Tathata Golf
- Genre: Golf
- Founded: 2010
- Founder: Bryan Hepler
- Headquarters: Scottsdale, Arizona, USA
- Website: www.TathataGolf.com

= Tathata Golf =

Golf instruction company

Tathata Golf (pronounced ta·tha·ta), is a global golf instruction and education brand headquartered in Scottsdale, Arizona, United States. The company offers online streaming golf training programs, in which golfers can train without going to the course. The Tathata Golf curriculum combines martial arts teachings with the fundamental movements of the greatest golfers and athletes in the world.

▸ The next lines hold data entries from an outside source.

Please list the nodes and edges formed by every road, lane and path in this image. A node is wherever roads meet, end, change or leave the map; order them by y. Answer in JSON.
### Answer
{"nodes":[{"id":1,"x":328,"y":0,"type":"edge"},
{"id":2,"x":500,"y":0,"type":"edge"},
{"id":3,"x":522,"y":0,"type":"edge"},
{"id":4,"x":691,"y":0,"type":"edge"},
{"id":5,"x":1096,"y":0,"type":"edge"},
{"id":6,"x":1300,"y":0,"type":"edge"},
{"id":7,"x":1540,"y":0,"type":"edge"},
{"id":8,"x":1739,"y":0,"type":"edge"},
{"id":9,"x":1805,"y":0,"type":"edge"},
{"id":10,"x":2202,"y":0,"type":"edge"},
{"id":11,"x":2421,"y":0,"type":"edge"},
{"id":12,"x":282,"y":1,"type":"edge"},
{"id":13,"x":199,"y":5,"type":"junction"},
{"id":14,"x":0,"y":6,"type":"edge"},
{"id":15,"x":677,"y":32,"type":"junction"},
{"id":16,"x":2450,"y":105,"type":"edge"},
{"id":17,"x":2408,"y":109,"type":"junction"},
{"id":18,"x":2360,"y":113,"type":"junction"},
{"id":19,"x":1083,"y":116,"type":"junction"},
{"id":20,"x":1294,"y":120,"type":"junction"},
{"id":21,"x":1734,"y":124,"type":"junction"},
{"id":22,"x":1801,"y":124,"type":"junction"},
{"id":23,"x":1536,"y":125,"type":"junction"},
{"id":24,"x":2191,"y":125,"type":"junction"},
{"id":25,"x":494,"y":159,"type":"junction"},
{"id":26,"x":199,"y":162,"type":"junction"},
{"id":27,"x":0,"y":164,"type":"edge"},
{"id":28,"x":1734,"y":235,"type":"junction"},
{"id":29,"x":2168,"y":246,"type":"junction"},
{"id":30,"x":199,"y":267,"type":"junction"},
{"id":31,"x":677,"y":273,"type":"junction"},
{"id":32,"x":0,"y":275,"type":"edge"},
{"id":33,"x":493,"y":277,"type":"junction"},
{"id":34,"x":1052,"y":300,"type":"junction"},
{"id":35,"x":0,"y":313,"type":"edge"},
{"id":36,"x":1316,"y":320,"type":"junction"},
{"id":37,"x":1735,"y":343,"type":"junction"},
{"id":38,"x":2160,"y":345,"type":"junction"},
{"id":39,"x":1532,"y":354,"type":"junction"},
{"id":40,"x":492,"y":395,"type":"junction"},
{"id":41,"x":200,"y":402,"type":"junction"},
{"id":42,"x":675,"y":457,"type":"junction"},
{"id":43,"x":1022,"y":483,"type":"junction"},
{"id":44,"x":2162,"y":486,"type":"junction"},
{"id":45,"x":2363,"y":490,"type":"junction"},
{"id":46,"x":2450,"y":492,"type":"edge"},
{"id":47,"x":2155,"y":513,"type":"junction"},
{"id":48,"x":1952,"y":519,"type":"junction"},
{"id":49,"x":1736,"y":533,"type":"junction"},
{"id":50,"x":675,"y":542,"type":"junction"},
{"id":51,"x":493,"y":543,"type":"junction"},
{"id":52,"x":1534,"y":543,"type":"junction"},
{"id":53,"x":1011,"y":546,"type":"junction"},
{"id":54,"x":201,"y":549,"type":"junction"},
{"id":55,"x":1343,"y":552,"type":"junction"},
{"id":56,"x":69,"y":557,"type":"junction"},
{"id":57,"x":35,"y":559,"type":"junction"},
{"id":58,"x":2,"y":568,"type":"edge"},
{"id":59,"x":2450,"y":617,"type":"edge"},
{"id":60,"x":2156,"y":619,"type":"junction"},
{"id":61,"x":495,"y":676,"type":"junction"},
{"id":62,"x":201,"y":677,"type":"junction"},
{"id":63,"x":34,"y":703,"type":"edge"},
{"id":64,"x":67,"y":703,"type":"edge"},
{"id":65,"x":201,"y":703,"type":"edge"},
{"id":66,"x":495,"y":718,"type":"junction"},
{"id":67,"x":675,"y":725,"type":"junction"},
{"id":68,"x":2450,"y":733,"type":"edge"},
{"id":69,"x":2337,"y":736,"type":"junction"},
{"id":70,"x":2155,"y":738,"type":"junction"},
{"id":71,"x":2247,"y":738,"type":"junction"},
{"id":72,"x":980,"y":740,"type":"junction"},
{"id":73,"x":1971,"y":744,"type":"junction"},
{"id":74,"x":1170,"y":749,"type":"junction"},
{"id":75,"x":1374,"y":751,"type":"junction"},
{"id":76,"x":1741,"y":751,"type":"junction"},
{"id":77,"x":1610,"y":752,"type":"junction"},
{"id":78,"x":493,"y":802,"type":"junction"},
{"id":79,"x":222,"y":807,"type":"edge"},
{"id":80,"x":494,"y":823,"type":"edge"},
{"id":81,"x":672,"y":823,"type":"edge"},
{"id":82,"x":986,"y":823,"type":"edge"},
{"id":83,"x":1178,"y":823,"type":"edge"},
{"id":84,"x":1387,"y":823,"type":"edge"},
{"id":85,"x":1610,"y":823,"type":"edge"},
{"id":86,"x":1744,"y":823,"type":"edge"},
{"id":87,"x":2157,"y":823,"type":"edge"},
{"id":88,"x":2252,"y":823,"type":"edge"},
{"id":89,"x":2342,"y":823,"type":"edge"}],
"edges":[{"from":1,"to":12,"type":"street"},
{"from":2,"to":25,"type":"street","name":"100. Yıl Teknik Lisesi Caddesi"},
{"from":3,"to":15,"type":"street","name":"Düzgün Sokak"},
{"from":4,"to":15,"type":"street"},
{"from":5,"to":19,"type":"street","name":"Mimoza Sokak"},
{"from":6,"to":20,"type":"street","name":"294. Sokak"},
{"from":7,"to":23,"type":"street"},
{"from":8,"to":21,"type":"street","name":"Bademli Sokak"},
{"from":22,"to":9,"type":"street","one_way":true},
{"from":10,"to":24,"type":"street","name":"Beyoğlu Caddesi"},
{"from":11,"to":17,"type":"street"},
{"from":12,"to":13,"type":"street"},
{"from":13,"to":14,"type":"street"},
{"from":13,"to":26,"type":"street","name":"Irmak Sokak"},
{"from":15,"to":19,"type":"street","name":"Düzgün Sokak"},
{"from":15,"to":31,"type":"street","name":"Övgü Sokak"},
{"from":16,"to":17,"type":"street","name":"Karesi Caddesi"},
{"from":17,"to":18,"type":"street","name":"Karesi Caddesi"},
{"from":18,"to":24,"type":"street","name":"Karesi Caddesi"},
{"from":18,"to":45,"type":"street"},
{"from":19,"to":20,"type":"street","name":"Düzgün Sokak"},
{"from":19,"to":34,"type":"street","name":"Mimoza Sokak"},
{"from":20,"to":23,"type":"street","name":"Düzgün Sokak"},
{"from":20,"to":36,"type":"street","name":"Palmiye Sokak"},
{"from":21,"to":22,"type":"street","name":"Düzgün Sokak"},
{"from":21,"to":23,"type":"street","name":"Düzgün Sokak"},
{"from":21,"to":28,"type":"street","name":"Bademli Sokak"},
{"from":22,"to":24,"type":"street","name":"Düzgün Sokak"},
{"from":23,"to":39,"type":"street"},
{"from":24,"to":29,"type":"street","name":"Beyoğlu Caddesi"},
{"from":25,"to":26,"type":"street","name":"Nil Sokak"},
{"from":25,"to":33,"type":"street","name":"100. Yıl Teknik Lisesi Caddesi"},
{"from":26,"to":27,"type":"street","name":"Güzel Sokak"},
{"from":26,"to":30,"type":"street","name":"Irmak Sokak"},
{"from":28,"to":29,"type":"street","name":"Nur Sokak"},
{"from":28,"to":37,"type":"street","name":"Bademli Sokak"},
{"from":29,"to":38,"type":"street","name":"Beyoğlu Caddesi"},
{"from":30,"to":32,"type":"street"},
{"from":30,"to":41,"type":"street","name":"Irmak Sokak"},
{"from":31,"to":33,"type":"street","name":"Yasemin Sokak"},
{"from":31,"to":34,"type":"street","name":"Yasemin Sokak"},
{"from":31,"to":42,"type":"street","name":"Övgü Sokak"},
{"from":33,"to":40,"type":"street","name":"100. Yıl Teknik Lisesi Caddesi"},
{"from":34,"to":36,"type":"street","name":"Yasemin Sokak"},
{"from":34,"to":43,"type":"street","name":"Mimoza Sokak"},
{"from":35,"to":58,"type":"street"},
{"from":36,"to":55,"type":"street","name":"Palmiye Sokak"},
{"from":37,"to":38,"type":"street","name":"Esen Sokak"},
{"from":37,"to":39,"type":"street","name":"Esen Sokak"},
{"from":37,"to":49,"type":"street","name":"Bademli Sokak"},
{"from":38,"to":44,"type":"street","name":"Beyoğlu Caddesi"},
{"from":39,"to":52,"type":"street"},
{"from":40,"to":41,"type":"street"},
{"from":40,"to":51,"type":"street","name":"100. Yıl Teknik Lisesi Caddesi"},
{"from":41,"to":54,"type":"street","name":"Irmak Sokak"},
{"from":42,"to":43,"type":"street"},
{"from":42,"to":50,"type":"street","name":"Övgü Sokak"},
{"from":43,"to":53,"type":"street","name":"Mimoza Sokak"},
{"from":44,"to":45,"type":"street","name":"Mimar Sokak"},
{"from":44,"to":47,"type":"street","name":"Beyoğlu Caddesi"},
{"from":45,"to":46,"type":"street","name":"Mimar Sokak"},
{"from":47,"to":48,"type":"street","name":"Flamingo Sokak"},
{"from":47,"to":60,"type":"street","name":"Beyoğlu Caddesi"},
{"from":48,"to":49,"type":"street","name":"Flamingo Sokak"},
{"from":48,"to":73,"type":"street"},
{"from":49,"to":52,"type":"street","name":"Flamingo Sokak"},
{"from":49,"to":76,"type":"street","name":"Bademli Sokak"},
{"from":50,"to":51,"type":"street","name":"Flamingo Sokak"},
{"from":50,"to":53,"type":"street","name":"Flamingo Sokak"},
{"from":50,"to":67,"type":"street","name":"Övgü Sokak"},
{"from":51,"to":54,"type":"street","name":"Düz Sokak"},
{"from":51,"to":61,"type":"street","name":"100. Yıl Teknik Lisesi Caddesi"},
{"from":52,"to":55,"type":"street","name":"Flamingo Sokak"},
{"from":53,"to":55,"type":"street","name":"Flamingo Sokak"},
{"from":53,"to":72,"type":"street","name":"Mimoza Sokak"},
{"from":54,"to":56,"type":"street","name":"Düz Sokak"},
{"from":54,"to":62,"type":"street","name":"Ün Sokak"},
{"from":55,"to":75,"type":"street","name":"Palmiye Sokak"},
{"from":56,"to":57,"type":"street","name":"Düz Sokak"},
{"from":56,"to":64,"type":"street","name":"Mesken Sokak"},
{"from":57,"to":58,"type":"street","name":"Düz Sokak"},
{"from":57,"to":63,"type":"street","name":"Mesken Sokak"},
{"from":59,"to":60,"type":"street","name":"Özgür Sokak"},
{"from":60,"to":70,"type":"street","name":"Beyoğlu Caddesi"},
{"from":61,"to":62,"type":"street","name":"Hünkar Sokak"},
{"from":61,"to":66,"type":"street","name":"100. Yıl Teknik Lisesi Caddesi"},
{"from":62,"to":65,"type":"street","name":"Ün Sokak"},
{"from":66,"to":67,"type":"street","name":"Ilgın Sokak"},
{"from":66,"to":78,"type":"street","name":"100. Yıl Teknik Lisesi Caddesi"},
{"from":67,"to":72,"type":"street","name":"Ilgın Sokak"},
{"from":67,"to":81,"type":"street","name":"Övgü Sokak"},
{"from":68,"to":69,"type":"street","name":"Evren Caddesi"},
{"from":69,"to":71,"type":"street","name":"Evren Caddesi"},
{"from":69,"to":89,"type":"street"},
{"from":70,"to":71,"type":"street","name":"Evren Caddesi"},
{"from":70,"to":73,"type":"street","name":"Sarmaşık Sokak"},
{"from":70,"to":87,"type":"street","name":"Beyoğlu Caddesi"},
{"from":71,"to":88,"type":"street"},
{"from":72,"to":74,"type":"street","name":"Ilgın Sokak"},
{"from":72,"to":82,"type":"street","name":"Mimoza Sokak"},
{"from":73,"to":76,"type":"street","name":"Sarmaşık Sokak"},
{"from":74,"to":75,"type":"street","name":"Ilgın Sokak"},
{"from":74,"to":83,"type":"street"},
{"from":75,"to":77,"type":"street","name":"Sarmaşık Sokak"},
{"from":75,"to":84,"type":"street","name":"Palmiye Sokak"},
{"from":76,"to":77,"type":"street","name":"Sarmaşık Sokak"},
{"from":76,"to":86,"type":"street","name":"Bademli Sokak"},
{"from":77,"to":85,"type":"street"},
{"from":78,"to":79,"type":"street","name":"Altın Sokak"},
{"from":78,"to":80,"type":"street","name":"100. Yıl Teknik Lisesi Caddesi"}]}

== History and timeline ==
Founded in 2010, Developer and Founder Bryan Hepler set out to create a standardized curriculum for the game of golf, based on the movements of many golfers in the World Golf Hall of Game. The sole purpose was to break down the key barriers to golf's enjoyment and improvement; time, expense and difficulty. Tathata Golf launched the flagship product, the 60-Day Training Program in 2015. Early in 2016, Tathata Golf launched their Certified Movement Specialist Program, a program to certified golf professionals, yoga teachers and personal trainers the ability to teach Tathata Golf to students in their locations. In December 2016, Tathata Golf became the preferred training program for the American Junior Golf Association. For the past seven years, Tathata Golf has gained the support from former tour players and analysts Gary McCord and Brandel Chamblee. The company launched their new online membership in 2017 and has announced additional training programs to be heading to the marketplace in late 2018.